Court Opinion

ID: 9733722
Source: CourtListenerOpinion
Date Created: 2023-08-26 17:15:24.70339+00
Date Added: 2024-06-11T18:26:43.862519
License: Public Domain

NEWMAN, Senior Judge,
concurring in part, dissenting in part:
Since the government was unable to present evidence showing to whom the drugs belonged — the drugs being concealed in the closed brown paper bag equidistant between the passenger and the driver — the majority holds it is proper for the jury to convict both of them. Since this offends constitutional due process, see Thompson v.
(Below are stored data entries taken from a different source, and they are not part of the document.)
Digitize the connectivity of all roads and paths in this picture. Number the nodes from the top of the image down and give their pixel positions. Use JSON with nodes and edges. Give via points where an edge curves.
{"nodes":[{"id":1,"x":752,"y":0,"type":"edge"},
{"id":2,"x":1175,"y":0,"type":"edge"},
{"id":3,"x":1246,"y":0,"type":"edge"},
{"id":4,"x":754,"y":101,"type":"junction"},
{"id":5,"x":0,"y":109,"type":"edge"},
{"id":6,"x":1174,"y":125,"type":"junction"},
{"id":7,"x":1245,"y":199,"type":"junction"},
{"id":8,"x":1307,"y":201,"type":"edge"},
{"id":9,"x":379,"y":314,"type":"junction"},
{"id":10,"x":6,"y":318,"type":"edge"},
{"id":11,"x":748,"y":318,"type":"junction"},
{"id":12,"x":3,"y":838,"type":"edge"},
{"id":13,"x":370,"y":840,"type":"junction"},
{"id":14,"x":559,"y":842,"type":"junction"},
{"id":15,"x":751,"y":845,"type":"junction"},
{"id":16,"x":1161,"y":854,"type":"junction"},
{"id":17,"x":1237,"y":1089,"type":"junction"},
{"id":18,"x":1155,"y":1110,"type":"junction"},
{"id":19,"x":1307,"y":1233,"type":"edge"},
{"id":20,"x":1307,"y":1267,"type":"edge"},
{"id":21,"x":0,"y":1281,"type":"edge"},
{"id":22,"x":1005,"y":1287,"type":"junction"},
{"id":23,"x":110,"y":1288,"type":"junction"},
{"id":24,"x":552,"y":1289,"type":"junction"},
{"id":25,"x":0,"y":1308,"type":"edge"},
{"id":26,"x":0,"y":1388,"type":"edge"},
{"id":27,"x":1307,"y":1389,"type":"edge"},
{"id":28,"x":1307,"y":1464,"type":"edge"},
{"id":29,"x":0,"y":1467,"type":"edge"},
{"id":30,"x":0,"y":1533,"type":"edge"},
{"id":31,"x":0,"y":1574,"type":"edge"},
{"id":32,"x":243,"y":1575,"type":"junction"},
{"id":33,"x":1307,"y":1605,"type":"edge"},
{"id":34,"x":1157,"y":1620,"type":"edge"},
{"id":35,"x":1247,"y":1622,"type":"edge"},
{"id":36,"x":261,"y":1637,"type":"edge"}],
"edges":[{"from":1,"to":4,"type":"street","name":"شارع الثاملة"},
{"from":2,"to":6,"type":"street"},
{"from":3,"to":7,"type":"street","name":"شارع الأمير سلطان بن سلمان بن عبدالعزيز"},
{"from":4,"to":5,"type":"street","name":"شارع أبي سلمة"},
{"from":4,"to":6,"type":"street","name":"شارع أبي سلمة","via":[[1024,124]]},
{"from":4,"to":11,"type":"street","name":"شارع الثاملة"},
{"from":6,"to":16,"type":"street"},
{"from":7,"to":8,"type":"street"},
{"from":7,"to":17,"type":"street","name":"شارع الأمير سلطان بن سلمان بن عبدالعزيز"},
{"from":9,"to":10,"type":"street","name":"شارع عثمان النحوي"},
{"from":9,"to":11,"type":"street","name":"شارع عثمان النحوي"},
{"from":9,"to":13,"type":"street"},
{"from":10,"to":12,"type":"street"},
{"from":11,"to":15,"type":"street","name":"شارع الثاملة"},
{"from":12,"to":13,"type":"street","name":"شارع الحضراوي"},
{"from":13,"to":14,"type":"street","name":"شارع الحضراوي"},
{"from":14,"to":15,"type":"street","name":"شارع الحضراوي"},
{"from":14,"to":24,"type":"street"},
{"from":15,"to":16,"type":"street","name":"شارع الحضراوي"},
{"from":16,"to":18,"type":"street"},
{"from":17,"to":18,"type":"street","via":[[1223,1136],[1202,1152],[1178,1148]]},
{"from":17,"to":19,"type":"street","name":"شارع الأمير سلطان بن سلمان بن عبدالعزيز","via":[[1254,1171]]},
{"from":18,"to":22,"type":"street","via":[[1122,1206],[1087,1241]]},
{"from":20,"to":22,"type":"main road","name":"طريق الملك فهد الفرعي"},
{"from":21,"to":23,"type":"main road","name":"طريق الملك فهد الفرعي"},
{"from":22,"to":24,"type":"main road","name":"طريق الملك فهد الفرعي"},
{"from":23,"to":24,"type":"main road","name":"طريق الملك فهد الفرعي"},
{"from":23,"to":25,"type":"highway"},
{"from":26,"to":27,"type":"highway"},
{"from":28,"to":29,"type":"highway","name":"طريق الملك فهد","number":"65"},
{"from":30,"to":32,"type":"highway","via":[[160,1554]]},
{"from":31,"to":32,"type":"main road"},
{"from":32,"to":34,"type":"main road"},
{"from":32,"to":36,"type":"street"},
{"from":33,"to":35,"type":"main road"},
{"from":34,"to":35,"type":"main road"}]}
City of Louisville, 362 U.S. 199, 80 S.Ct. 624, 4 L.Ed.2d 654 (1960) (a conviction devoid of evidentiary support violates due process), I dissent.
To convict of a possessory drug offense based on the doctrine of constructive possession, the government must prove three things beyond a reasonable doubt: (1) that the defendant was aware of the location of the drugs; (2) that he had the ability to exercise dominion and control over them; and (3) he had the intent to control the destiny of the drugs. In re T.M., 577 A.2d 1149 (D.C.1990) (citing among other cases, Bernard v. United States, 575 A.2d 1191 (D.C.1990)). We have quite recently reaffirmed the centrality of the intent requirement. Speight v. United States, 599 A.2d 794 (D.C.1991). In both T.M. and Speight we held that the presence of defendants in close proximity to contraband in open and plain view (a pistol and ammunition in T.M., and narcotics and paraphernalia in Speight) was insufficient to satisfy the intent to guide the destiny prong of constructive possession. Here, however, where the drugs were in a closed container, with no evidence of which, if either, of the persons within the car knew even the contents of the bag, the majority finds sufficient evidence of both knowledge and intent. I respectfully suggest that what the government’s factual witnesses were unable to show cannot be provided either by an “expert witness” whose testimony was merely that the defendants’ conduct was consistent with a drug distribution operation (a truism) or by appellate “factual” fiat. See majority opinion supra at 52. (The appellants were “engaged in a drug distribution business.”)
Since there was insufficient evidence to sustain the convictions, the Double Jeopardy Clause prevents retrial. See Burks v. *54United States, 437 U.S. 1, 18, 98 S.Ct. 2141, 2150, 57 L.Ed.2d 1 (1978).1

. I join the other portions of the majority opinion.